Collected data entries ▸
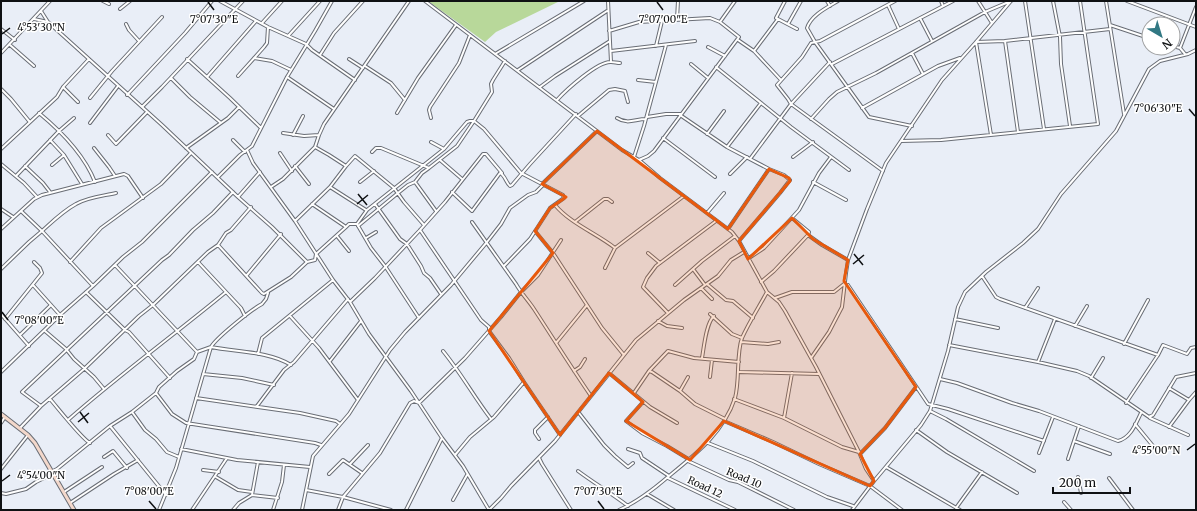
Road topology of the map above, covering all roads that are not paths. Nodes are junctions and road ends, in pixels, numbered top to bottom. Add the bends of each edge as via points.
1 (50, 1) edge
2 (103, 1) edge
3 (130, 1) edge
4 (212, 1) edge
5 (220, 1) edge
6 (243, 1) edge
7 (282, 1) edge
8 (320, 1) edge
9 (332, 1) edge
10 (363, 1) edge
11 (409, 1) edge
12 (425, 1) edge
13 (584, 1) edge
14 (608, 1) edge
15 (678, 1) edge
16 (735, 1) edge
17 (785, 1) edge
18 (801, 1) edge
19 (827, 1) edge
20 (838, 1) edge
21 (895, 1) edge
22 (941, 1) edge
23 (952, 1) edge
24 (978, 1) edge
25 (1011, 1) edge
26 (1025, 1) edge
27 (1053, 1) edge
28 (1080, 1) edge
29 (1106, 1) edge
30 (1127, 1) edge
31 (110, 4) dead end
32 (888, 5) junction
33 (830, 6) junction
34 (943, 6) junction
35 (1196, 7) edge
36 (120, 9) dead end
37 (235, 10) junction
38 (41, 11) junction
39 (607, 11) junction
40 (985, 12) junction
41 (162, 17) dead end
42 (920, 18) junction
43 (34, 19) junction
44 (778, 19) junction
45 (256, 20) junction
46 (676, 20) junction
47 (662, 21) junction
48 (48, 22) junction
49 (720, 22) junction
50 (262, 23) junction
51 (992, 23) junction
52 (126, 24) dead end
53 (788, 24) junction
54 (1190, 24) junction
55 (456, 25) junction
56 (1110, 25) junction
57 (268, 27) junction
58 (1196, 27) edge
59 (1, 29) edge
60 (798, 29) dead end
61 (899, 29) junction
62 (1110, 29) junction
63 (609, 31) junction
64 (1084, 32) junction
65 (1059, 34) junction
66 (289, 35) junction
67 (470, 35) junction
68 (1141, 35) edge
69 (1031, 37) junction
70 (15, 40) junction
71 (737, 40) junction
72 (139, 41) junction
73 (610, 41) junction
74 (694, 41) dead end
75 (1005, 41) junction
76 (815, 42) junction
77 (932, 42) junction
78 (976, 42) junction
79 (306, 44) junction
80 (10, 45) junction
81 (666, 45) junction
82 (656, 46) junction
83 (1181, 46) edge
84 (708, 47) dead end
85 (1181, 49) edge
86 (1196, 50) edge
87 (611, 51) junction
88 (754, 51) junction
89 (1, 53) edge
90 (912, 53) junction
91 (495, 54) junction
92 (1185, 54) junction
93 (320, 55) junction
94 (725, 56) junction
95 (254, 58) junction
96 (961, 58) junction
97 (89, 59) junction
98 (187, 59) junction
99 (348, 60) dead end
100 (505, 61) junction
101 (611, 62) junction
102 (620, 63) dead end
103 (831, 63) junction
104 (691, 64) dead end
105 (34, 66) dead end
106 (365, 66) junction
107 (716, 67) junction
108 (363, 68) junction
109 (291, 70) junction
110 (518, 70) junction
111 (923, 74) junction
112 (238, 76) dead end
113 (287, 76) junction
114 (108, 77) junction
115 (207, 77) junction
116 (171, 78) junction
117 (708, 78) junction
118 (355, 80) junction
119 (638, 80) dead end
120 (780, 80) junction
121 (656, 82) junction
122 (118, 86) junction
123 (63, 87) junction
124 (540, 87) junction
125 (848, 87) junction
126 (1, 90) edge
127 (127, 95) junction
128 (90, 98) dead end
129 (405, 100) junction
130 (557, 100) junction
131 (78, 102) dead end
132 (628, 102) dead end
133 (761, 103) junction
134 (791, 104) junction
135 (142, 107) junction
136 (240, 107) junction
137 (862, 108) junction
138 (334, 110) junction
139 (724, 111) dead end
140 (146, 112) junction
141 (39, 113) junction
142 (397, 113) dead end
143 (680, 114) junction
144 (577, 115) junction
145 (1124, 115) junction
146 (303, 116) dead end
147 (74, 118) dead end
148 (431, 118) dead end
149 (618, 118) dead end
150 (647, 118) junction
151 (780, 118) junction
152 (811, 119) junction
153 (474, 121) junction
154 (30, 122) junction
155 (90, 122) dead end
156 (221, 123) junction
157 (912, 126) junction
158 (1070, 126) junction
159 (261, 128) junction
160 (1044, 129) junction
161 (59, 131) junction
162 (597, 131) junction
163 (1018, 132) junction
164 (283, 133) dead end
165 (707, 134) junction
166 (108, 135) dead end
167 (293, 135) junction
168 (319, 135) junction
169 (991, 135) junction
170 (663, 138) junction
171 (50, 140) junction
172 (233, 140) dead end
173 (901, 141) junction
174 (431, 142) dead end
175 (813, 142) junction
176 (315, 147) junction
177 (727, 147) junction
178 (94, 148) dead end
179 (186, 148) junction
180 (1, 149) edge
181 (444, 149) junction
182 (246, 151) junction
183 (372, 152) dead end
184 (191, 153) junction
185 (280, 153) dead end
186 (64, 155) junction
187 (831, 156) junction
188 (747, 157) junction
189 (793, 157) dead end
190 (634, 158) junction
191 (750, 159) junction
192 (440, 160) junction
193 (639, 160) junction
194 (1, 164) edge
195 (52, 165) dead end
196 (423, 165) junction
197 (25, 166) junction
198 (295, 166) junction
199 (346, 166) junction
200 (429, 168) junction
201 (769, 169) junction
202 (849, 170) dead end
203 (292, 171) junction
204 (374, 171) junction
205 (882, 171) junction
206 (212, 172) junction
207 (260, 172) junction
208 (502, 173) junction
209 (521, 173) junction
210 (730, 174) dead end
211 (16, 176) junction
212 (115, 176) junction
213 (218, 177) junction
214 (715, 177) dead end
215 (462, 179) junction
216 (95, 182) junction
217 (360, 182) dead end
218 (415, 182) junction
219 (814, 182) junction
220 (83, 184) junction
221 (309, 184) dead end
222 (542, 184) junction
223 (330, 187) junction
224 (271, 188) junction
225 (394, 188) junction
226 (50, 192) junction
227 (233, 192) junction
228 (452, 192) junction
229 (724, 192) dead end
230 (116, 193) dead end
231 (398, 193) junction
232 (684, 196) junction
233 (37, 197) junction
234 (238, 197) junction
235 (143, 198) junction
236 (846, 200) dead end
237 (612, 202) dead end
238 (312, 204) junction
239 (374, 204) junction
240 (555, 205) junction
241 (251, 207) junction
242 (1, 209) edge
243 (379, 209) junction
244 (367, 210) junction
245 (436, 211) junction
246 (20, 212) junction
247 (707, 213) junction
248 (14, 217) junction
249 (792, 218) junction
250 (295, 221) junction
251 (716, 221) junction
252 (472, 222) dead end
253 (575, 222) junction
254 (358, 225) junction
255 (424, 226) junction
256 (346, 227) junction
257 (1, 228) edge
258 (728, 229) junction
259 (420, 230) junction
260 (42, 231) junction
261 (535, 231) junction
262 (376, 232) dead end
263 (281, 234) junction
264 (808, 235) junction
265 (337, 236) junction
266 (736, 236) junction
267 (366, 238) junction
268 (561, 240) dead end
269 (739, 241) junction
270 (487, 242) junction
271 (407, 244) junction
272 (218, 245) junction
273 (615, 248) junction
274 (349, 251) dead end
275 (744, 252) junction
276 (553, 253) junction
277 (648, 253) dead end
278 (316, 254) junction
279 (749, 258) junction
280 (848, 260) junction
281 (34, 262) dead end
282 (70, 262) junction
283 (198, 262) junction
284 (307, 262) junction
285 (660, 263) junction
286 (115, 265) junction
287 (386, 266) junction
288 (504, 266) junction
289 (605, 268) dead end
290 (1, 269) edge
291 (693, 269) junction
292 (246, 275) junction
293 (982, 276) junction
294 (333, 280) junction
295 (455, 280) junction
296 (761, 282) junction
297 (706, 284) junction
298 (844, 284) junction
299 (33, 285) junction
300 (134, 285) junction
301 (675, 285) dead end
302 (93, 286) junction
303 (701, 288) junction
304 (1038, 288) dead end
305 (86, 292) junction
306 (226, 292) junction
307 (268, 292) junction
308 (521, 292) junction
309 (767, 292) junction
310 (441, 294) junction
311 (775, 298) junction
312 (712, 299) dead end
313 (1148, 300) dead end
314 (349, 301) junction
315 (51, 305) junction
316 (153, 305) junction
317 (587, 305) junction
318 (1086, 306) dead end
319 (1025, 308) junction
320 (106, 311) junction
321 (668, 313) junction
322 (1, 314) edge
323 (710, 314) dead end
324 (60, 315) junction
325 (245, 316) junction
326 (290, 316) junction
327 (714, 316) junction
328 (419, 318) junction
329 (753, 318) junction
330 (5, 319) junction
331 (955, 319) junction
332 (1055, 319) junction
333 (361, 321) junction
334 (658, 321) junction
335 (1075, 326) junction
336 (682, 328) dead end
337 (998, 328) dead end
338 (125, 330) junction
339 (45, 331) junction
340 (177, 331) junction
341 (489, 331) junction
342 (20, 335) junction
343 (742, 338) junction
344 (313, 342) junction
345 (741, 342) junction
346 (779, 342) dead end
347 (556, 343) junction
348 (1124, 344) junction
349 (949, 345) junction
350 (29, 346) junction
351 (211, 347) junction
352 (1196, 347) edge
353 (66, 349) junction
354 (443, 351) dead end
355 (197, 352) junction
356 (149, 354) junction
357 (258, 354) junction
358 (624, 354) junction
359 (1158, 356) junction
360 (386, 357) junction
361 (702, 358) junction
362 (811, 358) junction
363 (1103, 358) dead end
364 (585, 359) dead end
365 (712, 360) junction
366 (329, 361) junction
367 (739, 362) junction
368 (1038, 362) junction
369 (290, 365) junction
370 (455, 367) junction
371 (84, 369) junction
372 (651, 371) junction
373 (1, 372) edge
374 (574, 372) junction
375 (738, 372) junction
376 (609, 373) junction
377 (792, 373) junction
378 (1196, 373) edge
379 (203, 374) junction
380 (819, 374) junction
381 (688, 377) dead end
382 (710, 377) dead end
383 (170, 378) junction
384 (1091, 378) junction
385 (940, 379) junction
386 (524, 382) junction
387 (274, 385) junction
388 (916, 387) junction
389 (1169, 388) junction
390 (104, 389) junction
391 (680, 391) junction
392 (1196, 392) edge
393 (156, 393) junction
394 (634, 393) junction
395 (591, 396) junction
396 (196, 398) junction
397 (50, 399) junction
398 (734, 399) junction
399 (358, 400) junction
400 (1189, 400) junction
401 (643, 402) junction
402 (419, 403) junction
403 (1126, 403) junction
404 (933, 405) junction
405 (41, 406) junction
406 (257, 406) junction
407 (930, 411) junction
408 (132, 412) junction
409 (579, 413) junction
410 (1141, 413) junction
411 (1, 414) edge
412 (5, 417) junction
413 (548, 417) junction
414 (1053, 417) junction
415 (1149, 417) junction
416 (784, 418) junction
417 (491, 419) junction
418 (68, 420) junction
419 (724, 420) junction
420 (1, 423) edge
421 (677, 423) dead end
422 (189, 424) junction
423 (340, 424) junction
424 (1135, 424) junction
425 (110, 426) junction
426 (1079, 426) junction
427 (1169, 427) junction
428 (20, 428) junction
429 (916, 430) junction
430 (28, 435) junction
431 (560, 435) junction
432 (1188, 435) dead end
433 (442, 438) junction
434 (539, 439) dead end
435 (1044, 441) junction
436 (1074, 441) junction
437 (708, 443) junction
438 (89, 444) junction
439 (321, 445) junction
440 (368, 445) dead end
441 (182, 449) junction
442 (628, 449) dead end
443 (1158, 452) dead end
444 (859, 453) junction
445 (1039, 453) dead end
446 (1110, 454) dead end
447 (455, 455) junction
448 (179, 456) junction
449 (104, 457) dead end
450 (227, 458) junction
451 (539, 458) junction
452 (1068, 459) dead end
453 (138, 460) junction
454 (689, 461) junction
455 (258, 462) junction
456 (633, 463) dead end
457 (350, 464) junction
458 (284, 465) junction
459 (102, 467) dead end
460 (310, 467) junction
461 (886, 467) junction
462 (127, 468) junction
463 (1, 469) edge
464 (203, 470) dead end
465 (578, 471) dead end
466 (1034, 471) dead end
467 (52, 472) junction
468 (219, 472) junction
469 (982, 472) junction
470 (362, 473) junction
471 (329, 474) dead end
472 (467, 474) junction
473 (216, 477) junction
474 (668, 477) junction
475 (1078, 477) dead end
476 (1109, 478) dead end
477 (874, 481) junction
478 (870, 486) junction
479 (306, 490) junction
480 (64, 492) junction
481 (1, 493) edge
482 (1017, 493) dead end
483 (1081, 493) dead end
484 (252, 494) junction
485 (646, 494) junction
486 (166, 495) junction
487 (343, 497) junction
488 (278, 498) junction
489 (453, 500) dead end
490 (1064, 502) dead end
491 (70, 503) junction
492 (628, 506) junction
493 (854, 506) junction
494 (956, 508) junction
495 (624, 509) edge
496 (74, 510) edge
497 (160, 510) edge
498 (192, 510) edge
499 (234, 510) edge
500 (273, 510) edge
501 (302, 510) edge
502 (338, 510) edge
503 (391, 510) edge
504 (406, 510) edge
505 (489, 510) edge
506 (570, 510) edge
507 (619, 510) edge
508 (674, 510) edge
509 (735, 510) edge
510 (794, 510) edge
511 (852, 510) edge
512 (902, 510) edge
513 (960, 510) edge
514 (1071, 510) edge
515 (1133, 510) edge

1 - 38 street
2 - 31 street
3 - 36 street
4 - 127 street
5 - 37 street
6 - 37 street
7 - 50 street
8 - 66 street
9 - 79 street
10 - 93 street via 334,33
11 - 106 street
12 - 55 street
13 - 91 street
14 - 39 street
15 - 46 street
16 - 49 street
17 - 44 street via 776,18
18 - 53 street
19 - 33 street
20 - 33 street
21 - 32 street
22 - 34 street
23 - 34 street
24 - 40 street
25 - 40 street
25 - 51 street
26 - 69 street
27 - 65 street
28 - 64 street
29 - 56 street
30 - 54 street
32 - 61 street
32 - 76 street
33 - 76 street via 809,22 807,28
34 - 42 street
35 - 54 street
37 - 45 street
37 - 98 street
38 - 43 street
38 - 48 street
39 - 63 street
39 - 110 street
40 - 51 street
40 - 77 street
41 - 72 street
42 - 61 street
42 - 77 street
43 - 48 street
43 - 70 street
44 - 53 street
44 - 88 street
45 - 50 street
45 - 115 street
46 - 47 street
46 - 49 street via 710,18
47 - 63 street via 640,22
47 - 82 street
48 - 97 street
49 - 71 street via 739,37
50 - 57 street
51 - 78 street
52 - 72 street
53 - 60 street
54 - 58 street
54 - 83 street
55 - 67 street
55 - 129 street
56 - 62 street
56 - 68 street
57 - 66 street
57 - 95 street via 267,43
59 - 70 street
61 - 103 street
62 - 64 street
62 - 145 street
63 - 73 street
64 - 65 street
64 - 158 street via 1098,124
65 - 69 street
65 - 158 street
66 - 79 street
67 - 91 street
67 - 148 street via 459,63 430,107
69 - 75 street
69 - 160 street
70 - 80 street
71 - 88 street
71 - 94 street
72 - 114 street
73 - 87 street
73 - 124 street
74 - 81 street
75 - 78 street
75 - 163 street
76 - 103 street
76 - 120 street
77 - 90 street
78 - 96 street
78 - 169 street
79 - 93 street
79 - 109 street
80 - 89 street
80 - 105 street
81 - 82 street
81 - 121 street
82 - 87 street
84 - 94 street
85 - 92 street
86 - 92 street
87 - 101 street
88 - 120 street
90 - 111 street
90 - 125 street
91 - 100 street
92 - 145 street via 1160,61 1149,69
93 - 118 street
94 - 107 street
95 - 109 street via 272,61
95 - 112 street
96 - 111 street
96 - 157 street via 942,80
97 - 114 street
97 - 123 street
98 - 115 street
98 - 116 street
99 - 108 street
100 - 110 street
100 - 153 street via 491,84 492,92
101 - 102 street
101 - 130 street via 599,66 573,83
103 - 125 street
103 - 134 street
104 - 117 street
106 - 108 street
106 - 129 street via 388,81
107 - 117 street
107 - 133 street
108 - 118 street
109 - 113 street
110 - 124 street
111 - 137 street
113 - 138 street
113 - 159 street
114 - 122 street
114 - 128 street
115 - 136 street
116 - 135 street
116 - 156 street
117 - 143 street
118 - 138 street
119 - 121 street
120 - 134 street via 776,85
121 - 150 street
122 - 127 street
122 - 155 street
123 - 131 street
123 - 141 street via 57,97
124 - 130 street
125 - 137 street
125 - 152 street via 829,99
126 - 154 street
127 - 135 street
129 - 142 street
130 - 144 street
132 - 144 street via 625,91 610,90
133 - 151 street
133 - 177 street
134 - 151 street
134 - 152 street
135 - 140 street
136 - 156 street
136 - 159 street
137 - 157 street via 869,117
138 - 168 street
139 - 165 street
140 - 166 street via 116,144
140 - 179 street
141 - 154 street
141 - 161 street
143 - 150 street
143 - 165 street
143 - 170 street
144 - 162 street
144 - 209 street
145 - 293 street via 1116,131 1061,194 1038,229
146 - 167 street
147 - 161 street
149 - 150 street via 628,122
150 - 190 street
151 - 175 street
151 - 191 street
152 - 205 street
153 - 181 street via 467,122
153 - 192 street via 457,146
153 - 209 street via 484,129
154 - 180 street
156 - 179 street
157 - 173 street
158 - 160 street
159 - 182 street via 252,146
160 - 163 street
161 - 171 street
161 - 216 street via 81,155
162 - 190 street
162 - 222 street
163 - 169 street
164 - 167 street
165 - 177 street
167 - 168 street
168 - 176 street
169 - 173 street
170 - 193 street via 648,156
170 - 214 street
171 - 186 street
171 - 197 street
172 - 182 street
173 - 205 street
174 - 181 street
175 - 187 street
175 - 189 street
176 - 198 street
176 - 199 street
177 - 188 street
178 - 212 street
179 - 184 street
181 - 196 street
182 - 207 street
182 - 213 street
183 - 196 street via 376,148 381,148
184 - 206 street
184 - 235 street via 161,184
185 - 203 street
186 - 195 street
186 - 220 street
187 - 202 street
187 - 219 street
188 - 191 street
188 - 210 street
190 - 193 street
191 - 201 street
192 - 200 street
192 - 215 street
193 - 232 street
194 - 211 street
196 - 200 street
196 - 225 street
197 - 211 street
197 - 226 street
198 - 203 street
198 - 221 street
199 - 204 street via 355,156
199 - 223 street
200 - 218 street
201 - 258 street
201 - 269 street via 784,175 790,181
203 - 224 street
204 - 217 street
204 - 225 street
205 - 280 street
206 - 213 street
206 - 286 street via 142,242
207 - 224 street
207 - 234 street
208 - 209 street via 510,186
208 - 215 street via 486,154 483,154
208 - 228 street via 472,211
209 - 222 street
211 - 233 street
212 - 216 street
212 - 235 street via 127,174
213 - 227 street
215 - 228 street
216 - 220 street
218 - 231 street
218 - 245 street
219 - 236 street
219 - 249 street via 802,206
220 - 226 street
222 - 240 street via 564,196
222 - 270 street via 536,192 510,208 498,230
223 - 238 street
223 - 244 street
224 - 250 street
225 - 231 street
225 - 239 street
226 - 233 street
227 - 234 street
227 - 300 street via 169,255
228 - 245 street
229 - 247 street
230 - 260 street via 90,198 76,204
231 - 243 street
231 - 255 street
232 - 247 street
232 - 273 street
233 - 246 street
234 - 241 street
235 - 282 street via 90,238
237 - 253 street via 604,199
238 - 250 street
238 - 256 street
239 - 243 street
239 - 244 street
240 - 253 street
240 - 261 street via 547,211
241 - 263 street
241 - 272 street
242 - 248 street
243 - 254 street
243 - 271 street via 400,239
244 - 254 street
245 - 255 street
246 - 248 street
246 - 260 street
247 - 251 street
248 - 257 street
249 - 264 street via 809,232
249 - 279 street via 764,248
250 - 278 street
251 - 258 street
251 - 285 street
252 - 270 street
253 - 273 street
254 - 256 street via 349,224
254 - 267 street
255 - 259 street
256 - 265 street
258 - 266 street
259 - 271 street
259 - 295 street
260 - 282 street
260 - 290 street
261 - 276 street
261 - 288 street
262 - 267 street
263 - 284 street
263 - 292 street
264 - 280 street
264 - 296 street
265 - 274 street
265 - 278 street
266 - 269 street
266 - 291 street
267 - 287 street
268 - 276 street
269 - 275 street
270 - 288 street
270 - 295 street
271 - 287 street
271 - 310 street via 424,273
272 - 283 street
272 - 292 street
273 - 289 street
275 - 279 street
275 - 297 street
276 - 308 street via 538,275
276 - 317 street
277 - 285 street
278 - 284 street via 315,260
278 - 294 street
279 - 296 street
280 - 298 street
281 - 299 street via 42,273
282 - 302 street
283 - 306 street
283 - 316 street
284 - 307 street via 291,277
285 - 321 street via 653,269 643,287
286 - 300 street
286 - 302 street
287 - 314 street
287 - 328 street
288 - 308 street
291 - 297 street
291 - 301 street
292 - 307 street via 262,293
293 - 319 street via 996,297
293 - 331 street via 965,292
294 - 314 street
294 - 326 street
295 - 310 street
295 - 341 street via 481,320 489,327
296 - 309 street
297 - 303 street
297 - 329 street via 728,301 732,300
298 - 311 street via 834,292 792,292
298 - 362 street via 842,307 838,317
298 - 388 street via 848,285 860,302
299 - 315 street
299 - 330 street
300 - 316 street
300 - 320 street
302 - 305 street
303 - 312 street
303 - 321 street
304 - 319 street
305 - 320 street
305 - 324 street
306 - 325 street
306 - 340 street
307 - 325 street via 266,299
308 - 341 street
308 - 347 street
309 - 311 street
309 - 329 street
310 - 328 street
311 - 362 street via 786,311
313 - 348 street
314 - 333 street
314 - 344 street
315 - 324 street
315 - 342 street
316 - 338 street
316 - 340 street
317 - 347 street
317 - 358 street
318 - 335 street
319 - 332 street
320 - 338 street
320 - 353 street
321 - 334 street
322 - 330 street
323 - 327 street
324 - 339 street
325 - 351 street
326 - 344 street
326 - 357 street via 262,338
327 - 343 street via 732,334
327 - 361 street via 710,320
328 - 360 street
329 - 343 street
330 - 342 street
331 - 337 street
331 - 349 street
332 - 335 street
332 - 368 street
333 - 360 street
333 - 366 street
334 - 336 street via 667,326
334 - 358 street
335 - 348 street
338 - 356 street
338 - 371 street
339 - 350 street
339 - 353 street
340 - 355 street
340 - 356 street
341 - 370 street
341 - 386 street
342 - 350 street
343 - 345 street
344 - 366 street
344 - 369 street
345 - 346 street
345 - 367 street
347 - 374 street
348 - 359 street
349 - 368 street
349 - 385 street
350 - 373 street
351 - 355 street
351 - 357 street
351 - 379 street
352 - 359 street via 1191,348 1186,354 1163,345
353 - 371 street
353 - 405 street via 22,392
354 - 370 street
355 - 383 street via 194,359
356 - 383 street
356 - 390 street
357 - 369 street via 282,360
358 - 376 street
359 - 403 street
360 - 399 street
360 - 402 street
361 - 365 street
361 - 372 street via 684,357 668,351
362 - 380 street
363 - 384 street
364 - 374 street
365 - 367 street
365 - 382 street
366 - 399 street
367 - 375 street
368 - 384 street via 1077,371
369 - 387 street
370 - 402 street
370 - 417 street
371 - 390 street
371 - 397 street
372 - 391 street
372 - 394 street
374 - 395 street
375 - 377 street
375 - 398 street
376 - 394 street
376 - 395 street
377 - 380 street
377 - 416 street
378 - 389 street via 1179,375
379 - 387 street via 242,378
379 - 396 street
380 - 444 street
381 - 391 street
383 - 393 street
384 - 403 street
385 - 404 street
385 - 414 street
386 - 413 street
386 - 417 street
387 - 406 street
388 - 404 street via 925,401
388 - 444 street via 885,428
389 - 400 street
389 - 415 street via 1153,415
390 - 418 street
391 - 419 street via 695,404
392 - 400 street
393 - 408 street
393 - 422 street via 172,414
394 - 401 street
395 - 409 street
396 - 406 street
396 - 422 street
397 - 405 street
397 - 418 street
398 - 416 street
398 - 419 street
399 - 423 street
400 - 427 street
401 - 421 street
401 - 454 street, Road 10 via 626,421
402 - 433 street
402 - 470 street via 410,403 380,453
403 - 410 street
404 - 407 street
404 - 435 street
405 - 428 street
406 - 423 street via 300,413
407 - 429 street
407 - 466 street
408 - 425 street
408 - 448 street via 145,430 167,452
409 - 431 street
409 - 456 street via 615,456 628,467
410 - 415 street
410 - 424 street
411 - 412 street
412 - 420 street
412 - 428 street
413 - 431 street
413 - 434 street via 535,430
414 - 426 street
414 - 435 street
415 - 427 street
416 - 444 street
417 - 447 street via 470,437
418 - 438 street
419 - 437 street
419 - 478 street
422 - 439 street via 309,441
422 - 441 street
423 - 439 street
424 - 426 street via 1126,437 1118,441
424 - 443 street
425 - 438 street
425 - 453 street
426 - 436 street
427 - 432 street
428 - 430 street
429 - 461 street
429 - 469 street
430 - 463 street
430 - 467 street
431 - 451 street
433 - 447 street
433 - 504 street
435 - 445 street
436 - 446 street
436 - 452 street
437 - 454 street
437 - 493 street via 753,461 827,497
438 - 467 street
439 - 460 street via 313,456
440 - 457 street
441 - 448 street
441 - 450 street
442 - 474 street, Road 12 via 640,453 642,458
444 - 477 street
447 - 472 street
448 - 486 street
449 - 462 street via 113,451
450 - 455 street
450 - 468 street
451 - 505 street
451 - 506 street
453 - 462 street
453 - 486 street
454 - 474 street
454 - 510 street, Road 10
455 - 458 street
455 - 484 street
457 - 470 street
457 - 471 street via 342,460
458 - 460 street
458 - 488 street
459 - 480 street
460 - 479 street
461 - 477 street
461 - 494 street
462 - 491 street
464 - 468 street
465 - 492 street
467 - 480 street
467 - 481 street via 26,489
468 - 473 street
469 - 482 street
469 - 494 street
470 - 487 street
472 - 489 street
472 - 505 street
473 - 484 street via 238,490
473 - 498 street
474 - 485 street
474 - 509 street, Road 12
475 - 483 street
476 - 515 street
477 - 478 street
478 - 493 street
478 - 512 street
479 - 487 street
479 - 501 street
480 - 491 street
484 - 488 street
484 - 499 street
485 - 492 street
485 - 508 street
486 - 497 street
487 - 502 street
487 - 503 street
488 - 500 street
490 - 514 street
491 - 496 street
492 - 495 street
493 - 511 street
494 - 513 street
495 - 507 street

Description of the task ▸
The word "Road" appears in some lines of the records. Please work out how many and reply with that number only.

Response below ▸
5